X_train <- mnist$X_train
Y_train <- mnist$Y_train
X_test <- mnist$X_test
Y_test <- mnist$Y_test

> dim(X_train)
[1] 60000 28 28

X_train <- array(X_train, dim = c(dim(X_train)[1], prod(dim(X_train)[-1]))) / 255
X_test <- array(X_test, dim = c(dim(X_test)[1], prod(dim(X_test)[-1]))) / 255

To check and see what’s in any individual image, type:

image(X_train[1,,])

At this point, the to_categorical function stopped working.
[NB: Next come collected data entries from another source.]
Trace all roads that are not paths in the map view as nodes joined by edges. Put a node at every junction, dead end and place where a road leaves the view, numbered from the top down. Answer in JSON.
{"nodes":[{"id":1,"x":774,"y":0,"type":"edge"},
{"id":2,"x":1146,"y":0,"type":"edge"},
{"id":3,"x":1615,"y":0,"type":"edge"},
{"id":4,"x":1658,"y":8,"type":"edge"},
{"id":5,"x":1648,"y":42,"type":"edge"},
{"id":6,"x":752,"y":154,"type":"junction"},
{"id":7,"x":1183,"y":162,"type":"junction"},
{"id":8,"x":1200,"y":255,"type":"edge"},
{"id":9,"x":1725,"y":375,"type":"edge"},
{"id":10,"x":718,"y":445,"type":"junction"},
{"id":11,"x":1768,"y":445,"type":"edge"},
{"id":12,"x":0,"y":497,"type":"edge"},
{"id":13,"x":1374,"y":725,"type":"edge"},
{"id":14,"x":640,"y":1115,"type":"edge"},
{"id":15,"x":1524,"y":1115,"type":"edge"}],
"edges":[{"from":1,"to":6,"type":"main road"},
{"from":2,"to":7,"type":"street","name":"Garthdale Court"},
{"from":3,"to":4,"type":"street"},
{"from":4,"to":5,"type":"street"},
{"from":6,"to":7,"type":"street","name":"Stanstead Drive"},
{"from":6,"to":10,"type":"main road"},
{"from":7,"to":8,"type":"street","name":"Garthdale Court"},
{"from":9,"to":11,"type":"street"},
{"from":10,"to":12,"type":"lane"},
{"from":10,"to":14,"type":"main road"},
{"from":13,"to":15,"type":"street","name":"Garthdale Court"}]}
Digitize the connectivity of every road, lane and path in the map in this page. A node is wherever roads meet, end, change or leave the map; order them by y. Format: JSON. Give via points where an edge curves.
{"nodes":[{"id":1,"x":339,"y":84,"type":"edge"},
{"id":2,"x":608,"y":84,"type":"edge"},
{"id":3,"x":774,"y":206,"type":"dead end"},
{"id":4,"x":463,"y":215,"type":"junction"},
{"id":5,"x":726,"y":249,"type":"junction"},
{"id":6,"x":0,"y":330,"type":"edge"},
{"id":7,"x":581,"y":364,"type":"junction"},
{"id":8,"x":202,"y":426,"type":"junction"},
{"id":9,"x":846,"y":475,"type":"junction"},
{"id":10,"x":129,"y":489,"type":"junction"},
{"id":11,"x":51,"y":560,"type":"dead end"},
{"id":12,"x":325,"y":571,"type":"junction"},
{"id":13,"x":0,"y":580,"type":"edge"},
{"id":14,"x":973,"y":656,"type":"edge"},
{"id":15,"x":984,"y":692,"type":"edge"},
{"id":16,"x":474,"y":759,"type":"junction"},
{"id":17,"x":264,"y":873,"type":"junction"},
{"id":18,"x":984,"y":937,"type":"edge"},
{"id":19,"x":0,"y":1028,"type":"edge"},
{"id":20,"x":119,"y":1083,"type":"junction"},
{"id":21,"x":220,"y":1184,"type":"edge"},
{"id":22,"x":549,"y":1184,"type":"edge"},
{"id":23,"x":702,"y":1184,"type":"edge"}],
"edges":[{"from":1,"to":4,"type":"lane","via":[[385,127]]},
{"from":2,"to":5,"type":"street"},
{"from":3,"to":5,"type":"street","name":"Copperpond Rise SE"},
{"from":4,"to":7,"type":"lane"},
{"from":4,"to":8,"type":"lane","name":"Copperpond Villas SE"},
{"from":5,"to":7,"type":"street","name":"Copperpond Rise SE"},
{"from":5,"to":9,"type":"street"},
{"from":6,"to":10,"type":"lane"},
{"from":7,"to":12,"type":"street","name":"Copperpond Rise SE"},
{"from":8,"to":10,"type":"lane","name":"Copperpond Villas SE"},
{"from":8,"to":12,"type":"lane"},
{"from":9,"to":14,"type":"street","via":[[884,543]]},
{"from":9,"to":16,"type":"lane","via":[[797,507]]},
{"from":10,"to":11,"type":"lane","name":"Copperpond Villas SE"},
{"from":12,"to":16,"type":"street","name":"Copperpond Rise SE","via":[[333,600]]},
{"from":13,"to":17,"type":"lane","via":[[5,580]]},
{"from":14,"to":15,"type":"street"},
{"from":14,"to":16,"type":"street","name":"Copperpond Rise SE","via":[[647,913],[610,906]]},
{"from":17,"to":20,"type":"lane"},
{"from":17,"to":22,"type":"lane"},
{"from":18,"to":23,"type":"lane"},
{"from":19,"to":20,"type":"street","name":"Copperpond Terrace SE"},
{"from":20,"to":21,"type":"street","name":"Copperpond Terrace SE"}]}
I was supposed to do this but got an error:

Y_train <- to_categorical(mnist$Y_train, 10)

So I did this instead:

mm <- model.matrix(~ Y_train)

Y_train <- to_categorical(mm[,2])

mod <- Sequential()  # THIS IS THE EXCITING PART WHERE YOU USE KERAS!! :)

But then I tried this, and it was clear I was stuck again — it wouldn’t work:

mod$add(Dense(units = 512, input_shape = dim(X_train)[2]))

Stack Overflow recommended grabbing a version of kerasR from GitHub, so that’s what I did next:

install.packages("devtools")
library(devtools)
devtools::install_github("statsmaths/kerasR")
library(kerasR)

I got an error in R which told me to go to the Anaconda prompt (which I did), and type this:

conda install m2w64-toolchain

Then I went back into R and this worked fantastically:

mod <- Sequential()

mod$Add would still not work though, and this is where my patience expired for the evening. I’m pretty happy though — Python is up, keras and tensorflow are up on Python, all three (keras, tensorflow, and kerasR) are up in R, and some tutorials seem to be working.